*EXERCISE PROMPT:*
Go to the line holding "Input: one rendered" in the data below and repeat it exactly, then each line after it up to and including the one holding "Extract the structured". Omit pictures.

[Items listed in a dataset]
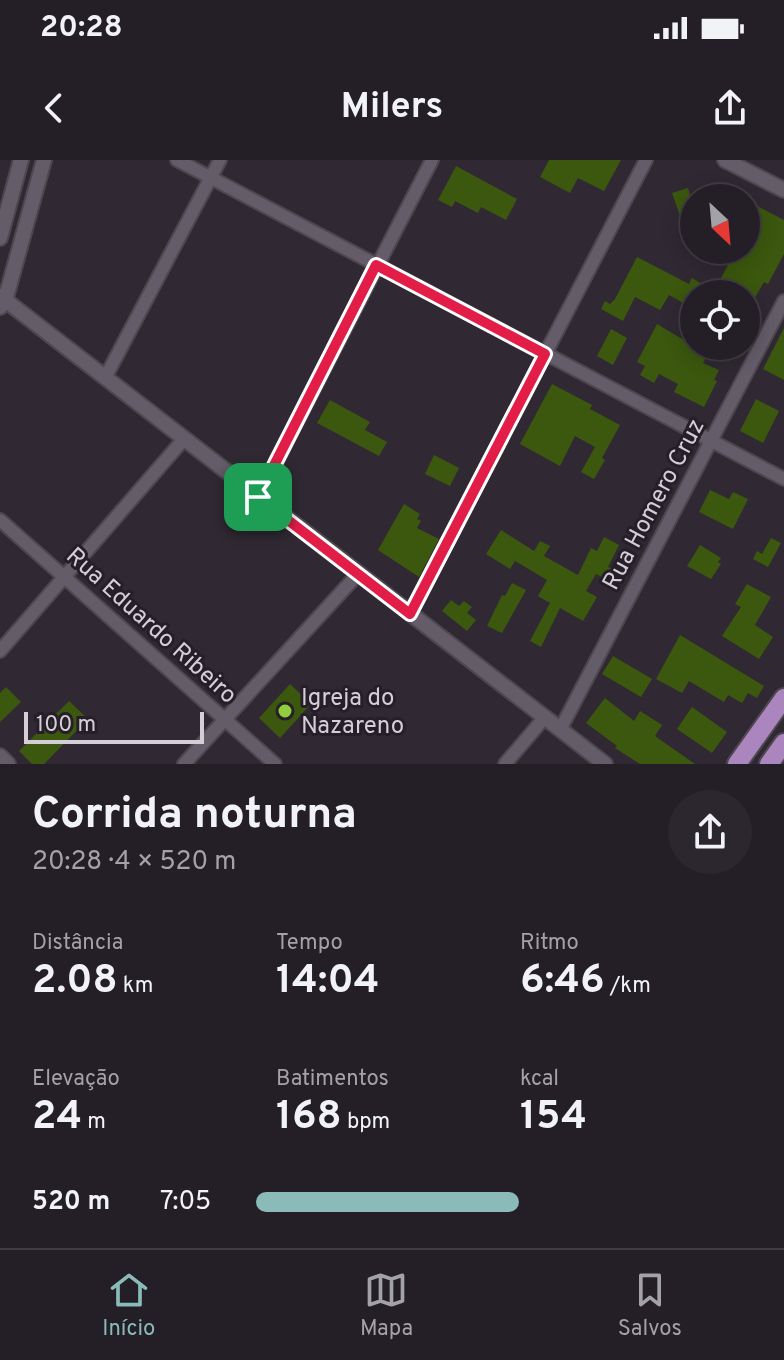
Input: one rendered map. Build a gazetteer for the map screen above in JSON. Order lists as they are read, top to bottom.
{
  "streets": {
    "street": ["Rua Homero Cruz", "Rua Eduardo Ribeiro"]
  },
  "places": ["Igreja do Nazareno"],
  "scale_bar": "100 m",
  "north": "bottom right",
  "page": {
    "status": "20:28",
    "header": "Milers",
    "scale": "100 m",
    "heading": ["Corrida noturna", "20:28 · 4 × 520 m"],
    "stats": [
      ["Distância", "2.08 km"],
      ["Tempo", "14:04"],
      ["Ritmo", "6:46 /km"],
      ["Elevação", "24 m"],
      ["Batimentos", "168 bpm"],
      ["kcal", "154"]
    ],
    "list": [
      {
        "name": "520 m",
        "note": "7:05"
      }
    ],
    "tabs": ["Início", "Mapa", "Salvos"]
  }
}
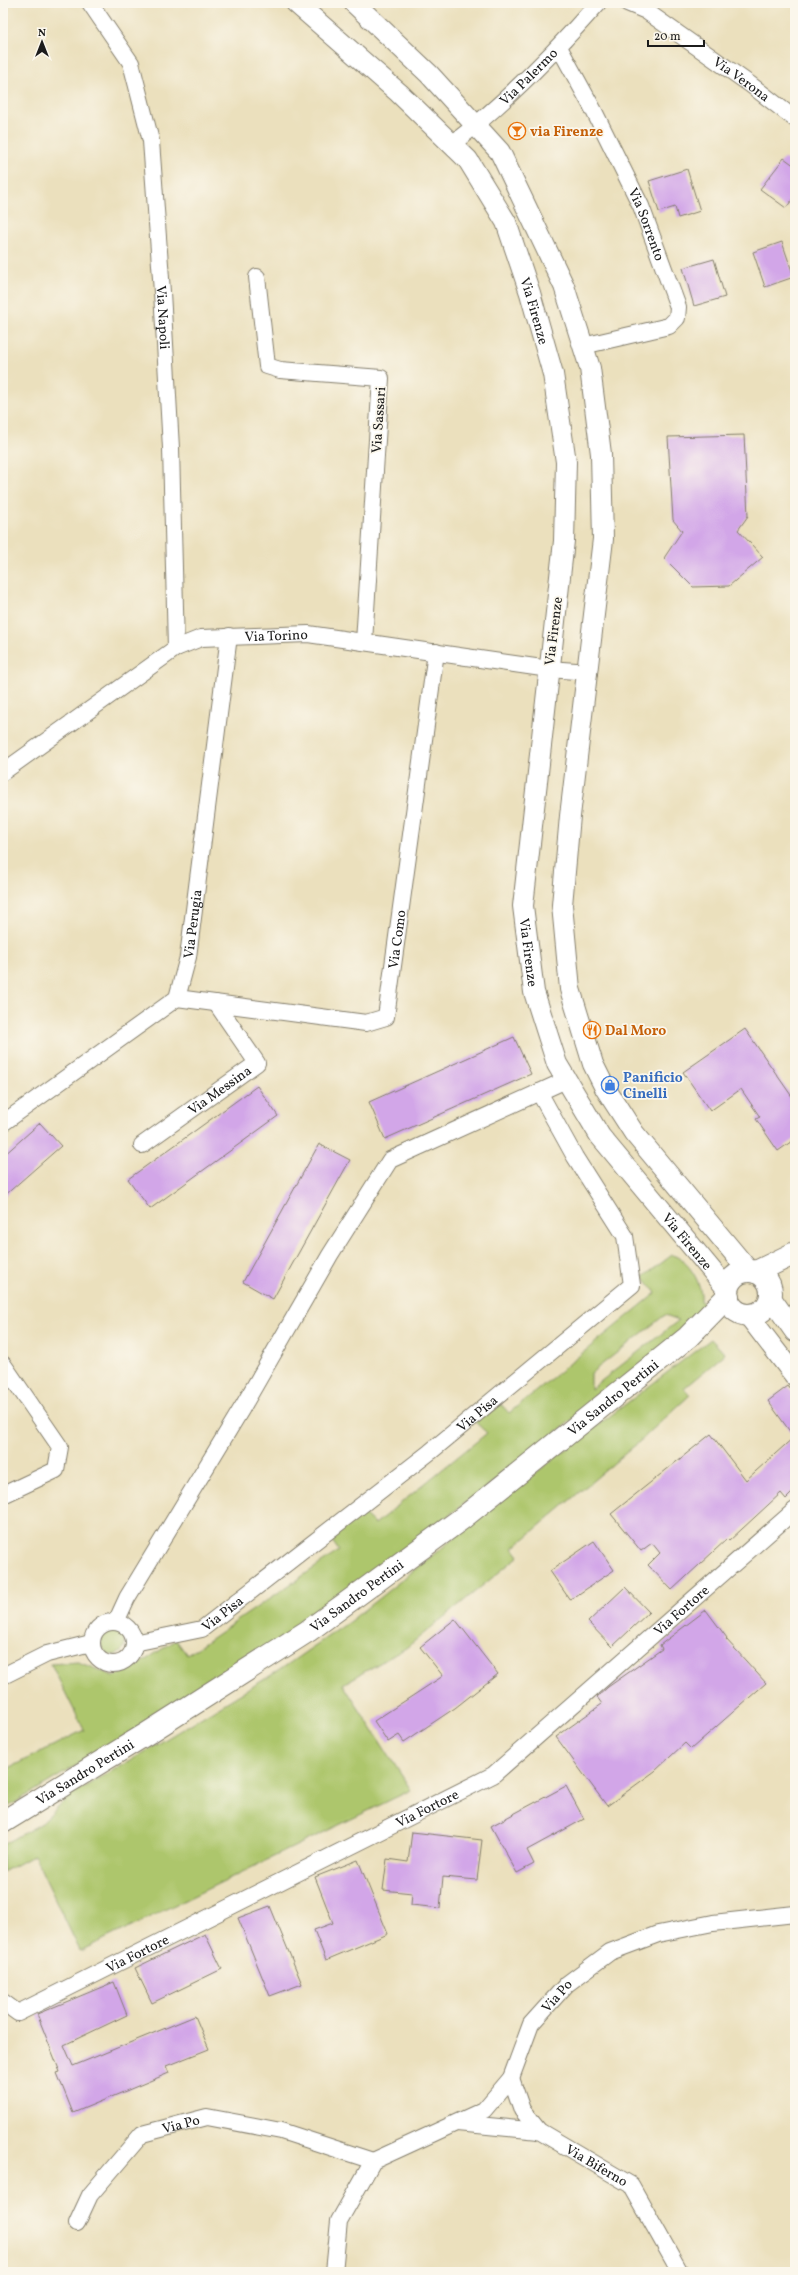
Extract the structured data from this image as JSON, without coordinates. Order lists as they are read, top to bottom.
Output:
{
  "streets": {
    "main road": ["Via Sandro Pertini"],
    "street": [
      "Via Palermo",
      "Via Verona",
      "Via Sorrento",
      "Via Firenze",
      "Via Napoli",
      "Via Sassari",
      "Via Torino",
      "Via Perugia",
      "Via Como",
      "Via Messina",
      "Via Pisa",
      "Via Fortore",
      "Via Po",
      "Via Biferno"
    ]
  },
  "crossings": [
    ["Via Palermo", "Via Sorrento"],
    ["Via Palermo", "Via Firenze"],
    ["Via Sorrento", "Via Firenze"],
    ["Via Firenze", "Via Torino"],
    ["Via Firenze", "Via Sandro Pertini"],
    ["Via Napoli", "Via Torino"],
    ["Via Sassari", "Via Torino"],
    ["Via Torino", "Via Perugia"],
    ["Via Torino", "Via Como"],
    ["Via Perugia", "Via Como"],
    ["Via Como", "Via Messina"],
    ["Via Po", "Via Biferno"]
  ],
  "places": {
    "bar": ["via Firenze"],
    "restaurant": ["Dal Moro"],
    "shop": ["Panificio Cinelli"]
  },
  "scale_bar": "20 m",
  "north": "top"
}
---
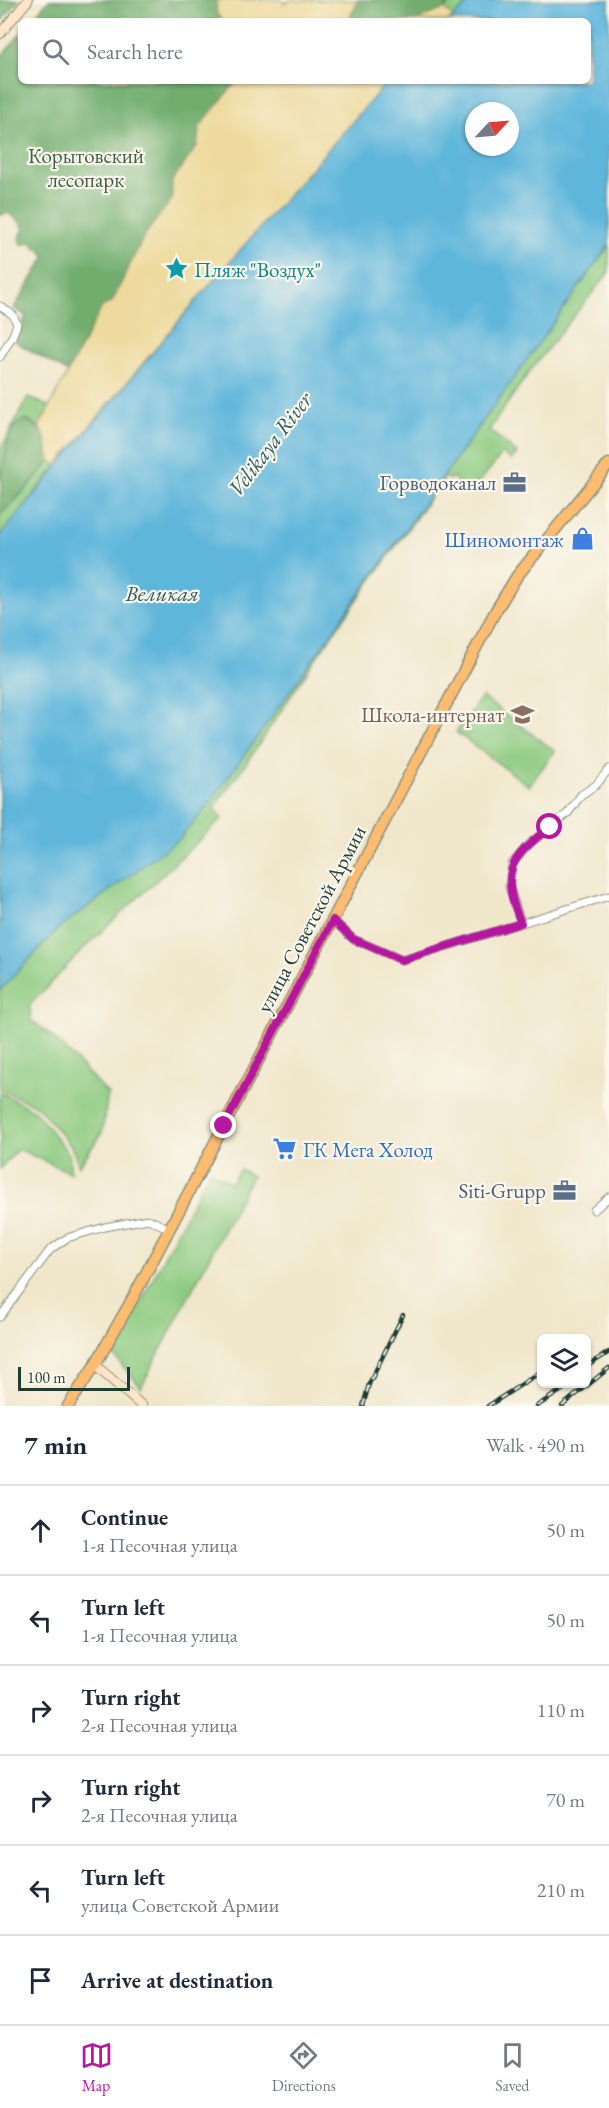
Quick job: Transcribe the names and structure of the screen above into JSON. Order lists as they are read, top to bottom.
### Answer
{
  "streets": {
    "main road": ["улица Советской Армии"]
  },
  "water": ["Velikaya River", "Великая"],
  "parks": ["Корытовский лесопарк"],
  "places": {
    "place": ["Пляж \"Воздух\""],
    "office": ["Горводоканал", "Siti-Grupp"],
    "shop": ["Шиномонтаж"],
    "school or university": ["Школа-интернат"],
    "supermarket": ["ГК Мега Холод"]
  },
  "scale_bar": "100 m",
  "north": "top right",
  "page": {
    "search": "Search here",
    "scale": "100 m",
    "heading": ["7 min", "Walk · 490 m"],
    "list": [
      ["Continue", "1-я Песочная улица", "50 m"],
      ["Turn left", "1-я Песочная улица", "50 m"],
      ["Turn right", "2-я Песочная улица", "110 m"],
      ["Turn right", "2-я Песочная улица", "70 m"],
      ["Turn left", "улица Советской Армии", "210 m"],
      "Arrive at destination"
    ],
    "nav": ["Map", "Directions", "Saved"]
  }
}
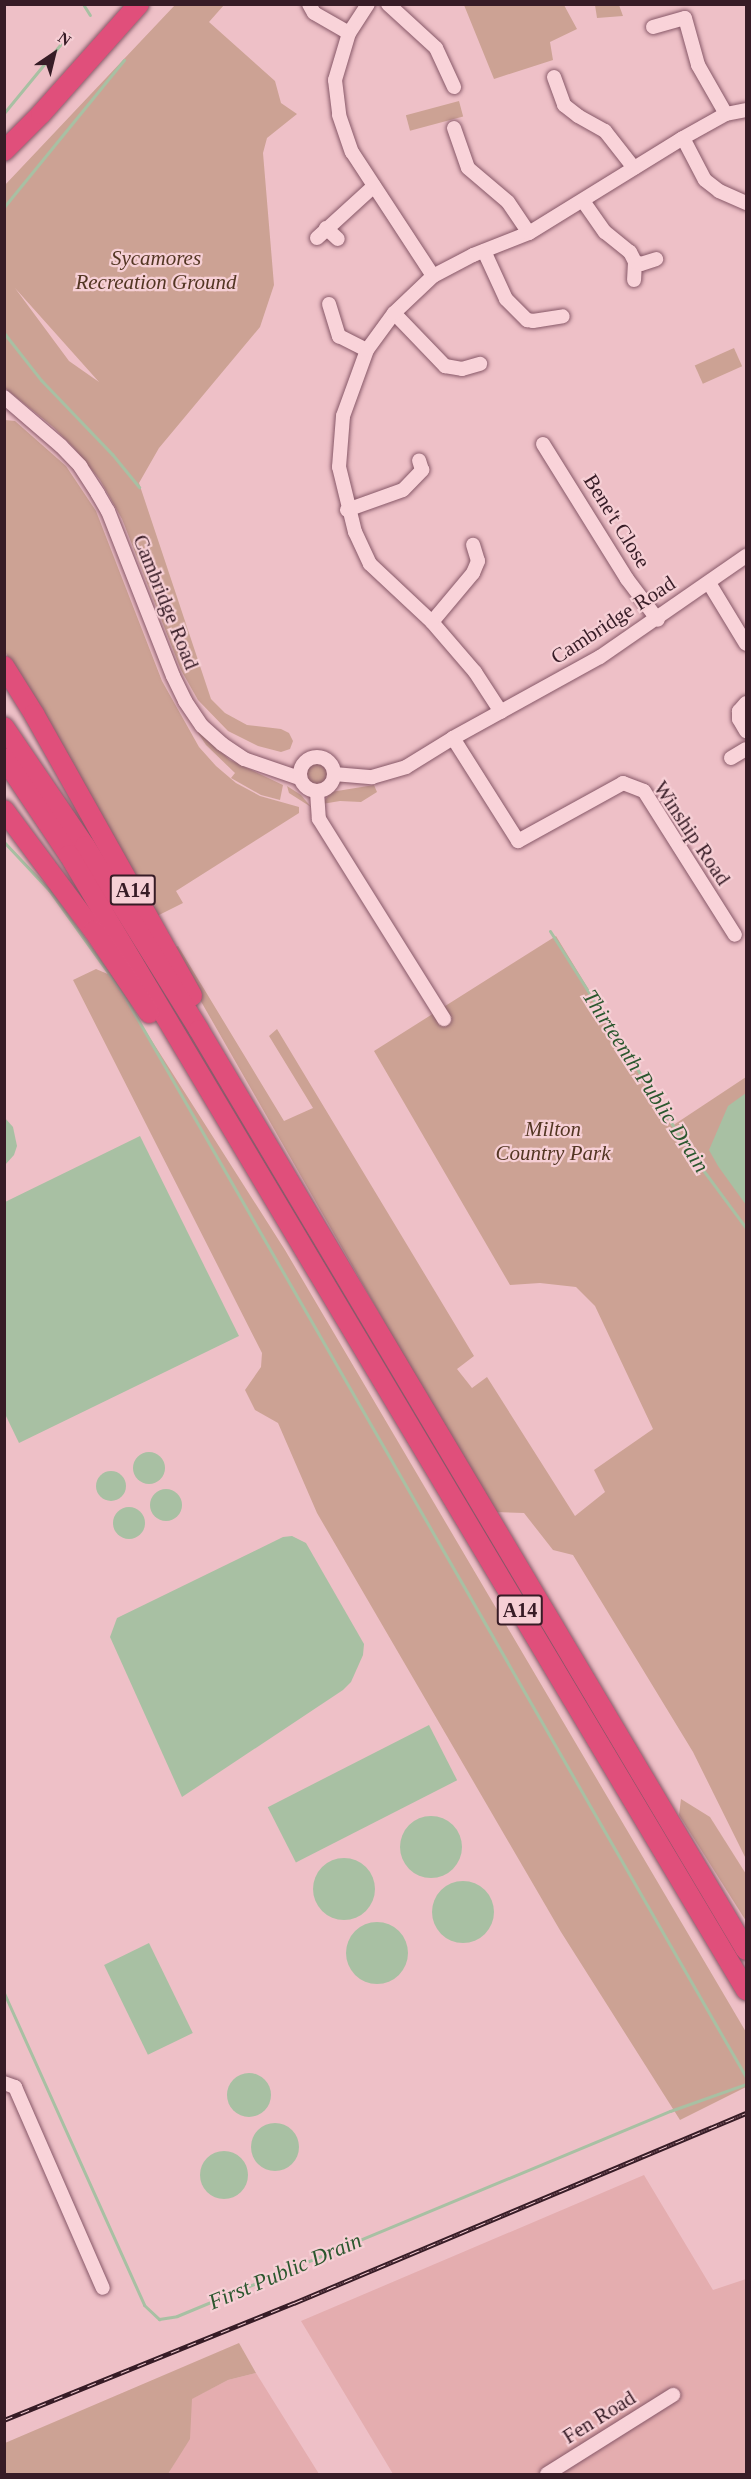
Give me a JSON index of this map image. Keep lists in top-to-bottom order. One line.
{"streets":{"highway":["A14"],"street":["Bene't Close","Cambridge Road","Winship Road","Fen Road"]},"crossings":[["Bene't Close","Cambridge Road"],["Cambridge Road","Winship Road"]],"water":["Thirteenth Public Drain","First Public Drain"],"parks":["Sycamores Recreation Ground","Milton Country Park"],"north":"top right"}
---
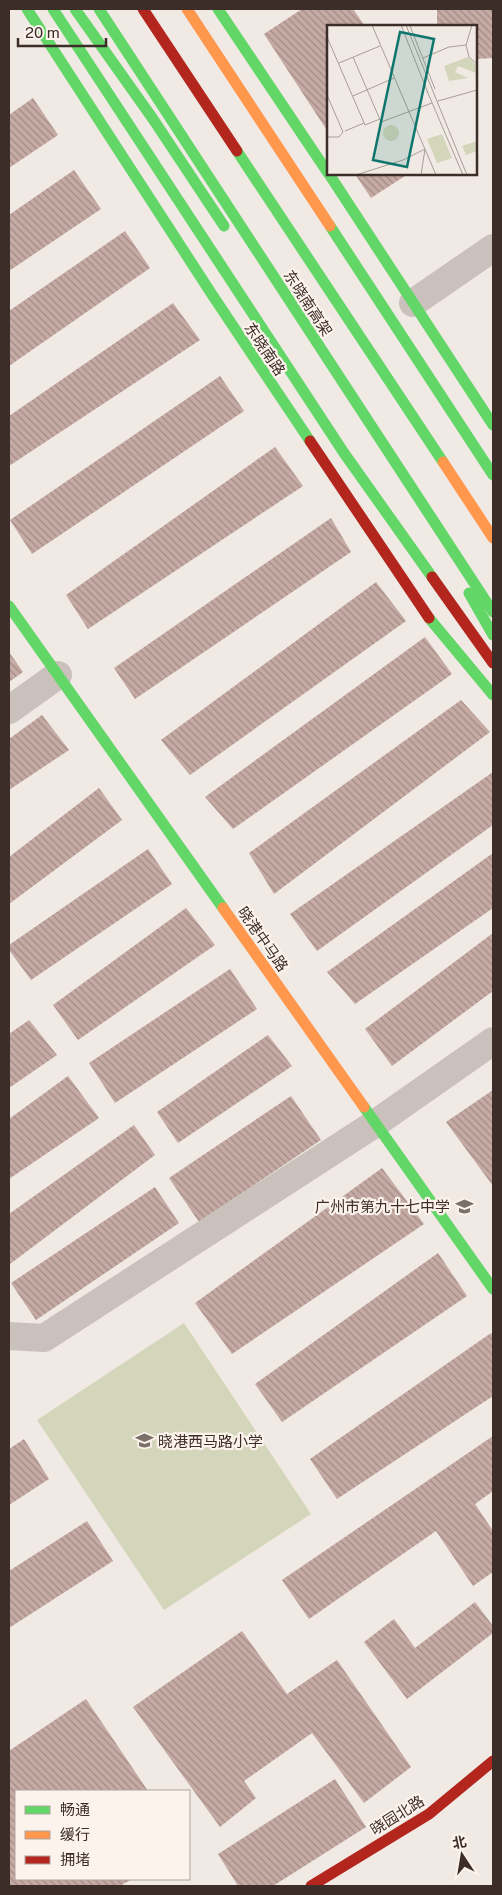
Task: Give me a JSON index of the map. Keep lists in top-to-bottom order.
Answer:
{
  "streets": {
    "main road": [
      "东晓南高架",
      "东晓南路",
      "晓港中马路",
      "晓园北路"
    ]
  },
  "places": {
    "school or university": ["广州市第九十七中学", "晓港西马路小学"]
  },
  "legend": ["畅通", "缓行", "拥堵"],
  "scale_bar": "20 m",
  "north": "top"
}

*ANSWER:*
Input: one rendered map. Build a gazetteer for the map screen above in JSON. Order lists as they are read, top to bottom.
{
  "streets": {
    "street": ["Rua Homero Cruz", "Rua Eduardo Ribeiro"]
  },
  "places": ["Igreja do Nazareno"],
  "scale_bar": "100 m",
  "north": "bottom right",
  "page": {
    "status": "20:28",
    "header": "Milers",
    "scale": "100 m",
    "heading": ["Corrida noturna", "20:28 · 4 × 520 m"],
    "stats": [
      ["Distância", "2.08 km"],
      ["Tempo", "14:04"],
      ["Ritmo", "6:46 /km"],
      ["Elevação", "24 m"],
      ["Batimentos", "168 bpm"],
      ["kcal", "154"]
    ],
    "list": [
      {
        "name": "520 m",
        "note": "7:05"
      }
    ],
    "tabs": ["Início", "Mapa", "Salvos"]
  }
}
Extract the structured data from this image as JSON, without coordinates. Order lists as they are read, top to bottom.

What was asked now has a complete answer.